Top of Information shown

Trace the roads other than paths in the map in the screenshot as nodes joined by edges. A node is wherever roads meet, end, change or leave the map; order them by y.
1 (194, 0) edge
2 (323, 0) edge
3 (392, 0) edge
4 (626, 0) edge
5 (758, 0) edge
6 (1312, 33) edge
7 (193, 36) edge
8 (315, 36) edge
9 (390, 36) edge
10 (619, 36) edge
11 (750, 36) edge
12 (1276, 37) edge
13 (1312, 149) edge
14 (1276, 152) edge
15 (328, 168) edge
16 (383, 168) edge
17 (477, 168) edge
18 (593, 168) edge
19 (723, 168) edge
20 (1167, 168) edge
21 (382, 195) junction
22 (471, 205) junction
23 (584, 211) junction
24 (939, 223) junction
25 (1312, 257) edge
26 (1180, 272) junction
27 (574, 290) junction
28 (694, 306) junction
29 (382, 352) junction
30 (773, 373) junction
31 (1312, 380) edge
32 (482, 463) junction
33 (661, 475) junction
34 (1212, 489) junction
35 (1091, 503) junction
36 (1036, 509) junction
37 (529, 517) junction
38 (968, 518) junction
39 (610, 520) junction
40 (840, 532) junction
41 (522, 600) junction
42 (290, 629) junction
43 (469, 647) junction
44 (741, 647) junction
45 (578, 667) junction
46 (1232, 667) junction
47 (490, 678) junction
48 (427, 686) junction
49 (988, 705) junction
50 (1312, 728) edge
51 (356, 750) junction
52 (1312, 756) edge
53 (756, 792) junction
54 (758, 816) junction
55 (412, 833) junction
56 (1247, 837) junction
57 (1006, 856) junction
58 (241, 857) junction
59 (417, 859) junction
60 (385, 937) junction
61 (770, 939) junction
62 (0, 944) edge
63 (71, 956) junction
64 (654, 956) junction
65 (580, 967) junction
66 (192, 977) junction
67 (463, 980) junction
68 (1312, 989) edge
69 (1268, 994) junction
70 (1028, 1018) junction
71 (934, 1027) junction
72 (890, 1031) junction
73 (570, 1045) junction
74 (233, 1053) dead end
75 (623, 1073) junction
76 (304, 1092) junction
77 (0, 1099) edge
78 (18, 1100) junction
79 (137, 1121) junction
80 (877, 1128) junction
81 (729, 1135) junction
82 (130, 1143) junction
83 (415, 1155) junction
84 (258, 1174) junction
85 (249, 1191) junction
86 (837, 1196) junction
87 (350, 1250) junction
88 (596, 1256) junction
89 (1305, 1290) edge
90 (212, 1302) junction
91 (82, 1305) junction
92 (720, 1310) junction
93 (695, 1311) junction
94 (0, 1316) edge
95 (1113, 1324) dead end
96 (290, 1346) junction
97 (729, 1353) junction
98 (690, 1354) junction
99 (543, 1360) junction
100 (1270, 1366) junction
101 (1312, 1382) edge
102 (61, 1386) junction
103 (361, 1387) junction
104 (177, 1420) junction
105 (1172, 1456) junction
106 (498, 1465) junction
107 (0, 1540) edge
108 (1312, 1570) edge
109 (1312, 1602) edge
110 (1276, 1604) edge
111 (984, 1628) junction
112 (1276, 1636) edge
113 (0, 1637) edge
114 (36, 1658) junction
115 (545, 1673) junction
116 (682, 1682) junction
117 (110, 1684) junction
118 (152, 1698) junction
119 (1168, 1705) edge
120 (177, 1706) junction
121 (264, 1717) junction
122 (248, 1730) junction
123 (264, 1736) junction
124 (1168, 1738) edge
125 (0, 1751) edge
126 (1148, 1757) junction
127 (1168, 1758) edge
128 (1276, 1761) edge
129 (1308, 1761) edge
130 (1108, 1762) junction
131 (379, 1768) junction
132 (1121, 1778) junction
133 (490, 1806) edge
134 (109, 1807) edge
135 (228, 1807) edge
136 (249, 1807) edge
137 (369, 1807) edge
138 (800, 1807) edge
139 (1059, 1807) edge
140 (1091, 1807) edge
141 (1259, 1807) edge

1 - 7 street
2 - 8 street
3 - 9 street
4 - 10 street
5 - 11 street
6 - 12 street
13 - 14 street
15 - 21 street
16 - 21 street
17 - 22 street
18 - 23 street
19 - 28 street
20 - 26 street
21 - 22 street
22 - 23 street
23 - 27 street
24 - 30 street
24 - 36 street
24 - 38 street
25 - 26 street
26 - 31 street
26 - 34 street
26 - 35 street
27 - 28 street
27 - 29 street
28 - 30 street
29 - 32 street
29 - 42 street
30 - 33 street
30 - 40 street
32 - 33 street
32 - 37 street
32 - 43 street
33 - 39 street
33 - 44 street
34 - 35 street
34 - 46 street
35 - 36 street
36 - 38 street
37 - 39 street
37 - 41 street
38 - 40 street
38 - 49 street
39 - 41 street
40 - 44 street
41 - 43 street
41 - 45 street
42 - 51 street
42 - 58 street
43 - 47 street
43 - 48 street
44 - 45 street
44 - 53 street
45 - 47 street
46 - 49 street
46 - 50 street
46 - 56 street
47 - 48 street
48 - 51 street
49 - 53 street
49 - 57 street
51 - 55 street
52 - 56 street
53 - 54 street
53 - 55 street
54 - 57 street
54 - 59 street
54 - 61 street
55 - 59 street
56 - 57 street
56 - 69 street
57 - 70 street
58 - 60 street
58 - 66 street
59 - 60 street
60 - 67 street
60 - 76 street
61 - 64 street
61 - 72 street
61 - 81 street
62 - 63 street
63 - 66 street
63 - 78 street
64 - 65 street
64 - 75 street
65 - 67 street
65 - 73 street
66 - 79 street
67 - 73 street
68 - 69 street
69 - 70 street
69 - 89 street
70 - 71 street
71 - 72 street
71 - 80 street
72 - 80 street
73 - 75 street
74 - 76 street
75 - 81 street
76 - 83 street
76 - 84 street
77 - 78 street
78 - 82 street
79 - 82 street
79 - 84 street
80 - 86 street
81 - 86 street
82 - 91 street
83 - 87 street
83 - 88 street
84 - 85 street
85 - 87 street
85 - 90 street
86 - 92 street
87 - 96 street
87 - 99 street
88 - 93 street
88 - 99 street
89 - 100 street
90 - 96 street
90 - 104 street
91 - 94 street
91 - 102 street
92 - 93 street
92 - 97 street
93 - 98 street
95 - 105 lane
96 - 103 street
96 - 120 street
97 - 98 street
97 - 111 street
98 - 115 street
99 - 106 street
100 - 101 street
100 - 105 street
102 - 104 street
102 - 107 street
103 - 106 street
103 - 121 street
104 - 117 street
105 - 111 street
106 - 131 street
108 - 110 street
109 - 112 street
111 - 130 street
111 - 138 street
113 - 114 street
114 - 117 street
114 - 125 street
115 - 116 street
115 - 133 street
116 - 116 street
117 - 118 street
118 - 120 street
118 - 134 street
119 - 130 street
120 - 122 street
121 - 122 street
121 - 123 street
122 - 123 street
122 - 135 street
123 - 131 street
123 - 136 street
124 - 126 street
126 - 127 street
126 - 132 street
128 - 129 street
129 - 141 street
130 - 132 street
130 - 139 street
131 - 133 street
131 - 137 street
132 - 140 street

Bottom of Information shown

All of the records above should be given again exactly as written.

Trace the roads other than paths in the map in the screenshot as nodes joined by edges. A node is wherever roads meet, end, change or leave the map; order them by y.
1 (194, 0) edge
2 (323, 0) edge
3 (392, 0) edge
4 (626, 0) edge
5 (758, 0) edge
6 (1312, 33) edge
7 (193, 36) edge
8 (315, 36) edge
9 (390, 36) edge
10 (619, 36) edge
11 (750, 36) edge
12 (1276, 37) edge
13 (1312, 149) edge
14 (1276, 152) edge
15 (328, 168) edge
16 (383, 168) edge
17 (477, 168) edge
18 (593, 168) edge
19 (723, 168) edge
20 (1167, 168) edge
21 (382, 195) junction
22 (471, 205) junction
23 (584, 211) junction
24 (939, 223) junction
25 (1312, 257) edge
26 (1180, 272) junction
27 (574, 290) junction
28 (694, 306) junction
29 (382, 352) junction
30 (773, 373) junction
31 (1312, 380) edge
32 (482, 463) junction
33 (661, 475) junction
34 (1212, 489) junction
35 (1091, 503) junction
36 (1036, 509) junction
37 (529, 517) junction
38 (968, 518) junction
39 (610, 520) junction
40 (840, 532) junction
41 (522, 600) junction
42 (290, 629) junction
43 (469, 647) junction
44 (741, 647) junction
45 (578, 667) junction
46 (1232, 667) junction
47 (490, 678) junction
48 (427, 686) junction
49 (988, 705) junction
50 (1312, 728) edge
51 (356, 750) junction
52 (1312, 756) edge
53 (756, 792) junction
54 (758, 816) junction
55 (412, 833) junction
56 (1247, 837) junction
57 (1006, 856) junction
58 (241, 857) junction
59 (417, 859) junction
60 (385, 937) junction
61 (770, 939) junction
62 (0, 944) edge
63 (71, 956) junction
64 (654, 956) junction
65 (580, 967) junction
66 (192, 977) junction
67 (463, 980) junction
68 (1312, 989) edge
69 (1268, 994) junction
70 (1028, 1018) junction
71 (934, 1027) junction
72 (890, 1031) junction
73 (570, 1045) junction
74 (233, 1053) dead end
75 (623, 1073) junction
76 (304, 1092) junction
77 (0, 1099) edge
78 (18, 1100) junction
79 (137, 1121) junction
80 (877, 1128) junction
81 (729, 1135) junction
82 (130, 1143) junction
83 (415, 1155) junction
84 (258, 1174) junction
85 (249, 1191) junction
86 (837, 1196) junction
87 (350, 1250) junction
88 (596, 1256) junction
89 (1305, 1290) edge
90 (212, 1302) junction
91 (82, 1305) junction
92 (720, 1310) junction
93 (695, 1311) junction
94 (0, 1316) edge
95 (1113, 1324) dead end
96 (290, 1346) junction
97 (729, 1353) junction
98 (690, 1354) junction
99 (543, 1360) junction
100 (1270, 1366) junction
101 (1312, 1382) edge
102 (61, 1386) junction
103 (361, 1387) junction
104 (177, 1420) junction
105 (1172, 1456) junction
106 (498, 1465) junction
107 (0, 1540) edge
108 (1312, 1570) edge
109 (1312, 1602) edge
110 (1276, 1604) edge
111 (984, 1628) junction
112 (1276, 1636) edge
113 (0, 1637) edge
114 (36, 1658) junction
115 (545, 1673) junction
116 (682, 1682) junction
117 (110, 1684) junction
118 (152, 1698) junction
119 (1168, 1705) edge
120 (177, 1706) junction
121 (264, 1717) junction
122 (248, 1730) junction
123 (264, 1736) junction
124 (1168, 1738) edge
125 (0, 1751) edge
126 (1148, 1757) junction
127 (1168, 1758) edge
128 (1276, 1761) edge
129 (1308, 1761) edge
130 (1108, 1762) junction
131 (379, 1768) junction
132 (1121, 1778) junction
133 (490, 1806) edge
134 (109, 1807) edge
135 (228, 1807) edge
136 (249, 1807) edge
137 (369, 1807) edge
138 (800, 1807) edge
139 (1059, 1807) edge
140 (1091, 1807) edge
141 (1259, 1807) edge

1 - 7 street
2 - 8 street
3 - 9 street
4 - 10 street
5 - 11 street
6 - 12 street
13 - 14 street
15 - 21 street
16 - 21 street
17 - 22 street
18 - 23 street
19 - 28 street
20 - 26 street
21 - 22 street
22 - 23 street
23 - 27 street
24 - 30 street
24 - 36 street
24 - 38 street
25 - 26 street
26 - 31 street
26 - 34 street
26 - 35 street
27 - 28 street
27 - 29 street
28 - 30 street
29 - 32 street
29 - 42 street
30 - 33 street
30 - 40 street
32 - 33 street
32 - 37 street
32 - 43 street
33 - 39 street
33 - 44 street
34 - 35 street
34 - 46 street
35 - 36 street
36 - 38 street
37 - 39 street
37 - 41 street
38 - 40 street
38 - 49 street
39 - 41 street
40 - 44 street
41 - 43 street
41 - 45 street
42 - 51 street
42 - 58 street
43 - 47 street
43 - 48 street
44 - 45 street
44 - 53 street
45 - 47 street
46 - 49 street
46 - 50 street
46 - 56 street
47 - 48 street
48 - 51 street
49 - 53 street
49 - 57 street
51 - 55 street
52 - 56 street
53 - 54 street
53 - 55 street
54 - 57 street
54 - 59 street
54 - 61 street
55 - 59 street
56 - 57 street
56 - 69 street
57 - 70 street
58 - 60 street
58 - 66 street
59 - 60 street
60 - 67 street
60 - 76 street
61 - 64 street
61 - 72 street
61 - 81 street
62 - 63 street
63 - 66 street
63 - 78 street
64 - 65 street
64 - 75 street
65 - 67 street
65 - 73 street
66 - 79 street
67 - 73 street
68 - 69 street
69 - 70 street
69 - 89 street
70 - 71 street
71 - 72 street
71 - 80 street
72 - 80 street
73 - 75 street
74 - 76 street
75 - 81 street
76 - 83 street
76 - 84 street
77 - 78 street
78 - 82 street
79 - 82 street
79 - 84 street
80 - 86 street
81 - 86 street
82 - 91 street
83 - 87 street
83 - 88 street
84 - 85 street
85 - 87 street
85 - 90 street
86 - 92 street
87 - 96 street
87 - 99 street
88 - 93 street
88 - 99 street
89 - 100 street
90 - 96 street
90 - 104 street
91 - 94 street
91 - 102 street
92 - 93 street
92 - 97 street
93 - 98 street
95 - 105 lane
96 - 103 street
96 - 120 street
97 - 98 street
97 - 111 street
98 - 115 street
99 - 106 street
100 - 101 street
100 - 105 street
102 - 104 street
102 - 107 street
103 - 106 street
103 - 121 street
104 - 117 street
105 - 111 street
106 - 131 street
108 - 110 street
109 - 112 street
111 - 130 street
111 - 138 street
113 - 114 street
114 - 117 street
114 - 125 street
115 - 116 street
115 - 133 street
116 - 116 street
117 - 118 street
118 - 120 street
118 - 134 street
119 - 130 street
120 - 122 street
121 - 122 street
121 - 123 street
122 - 123 street
122 - 135 street
123 - 131 street
123 - 136 street
124 - 126 street
126 - 127 street
126 - 132 street
128 - 129 street
129 - 141 street
130 - 132 street
130 - 139 street
131 - 133 street
131 - 137 street
132 - 140 street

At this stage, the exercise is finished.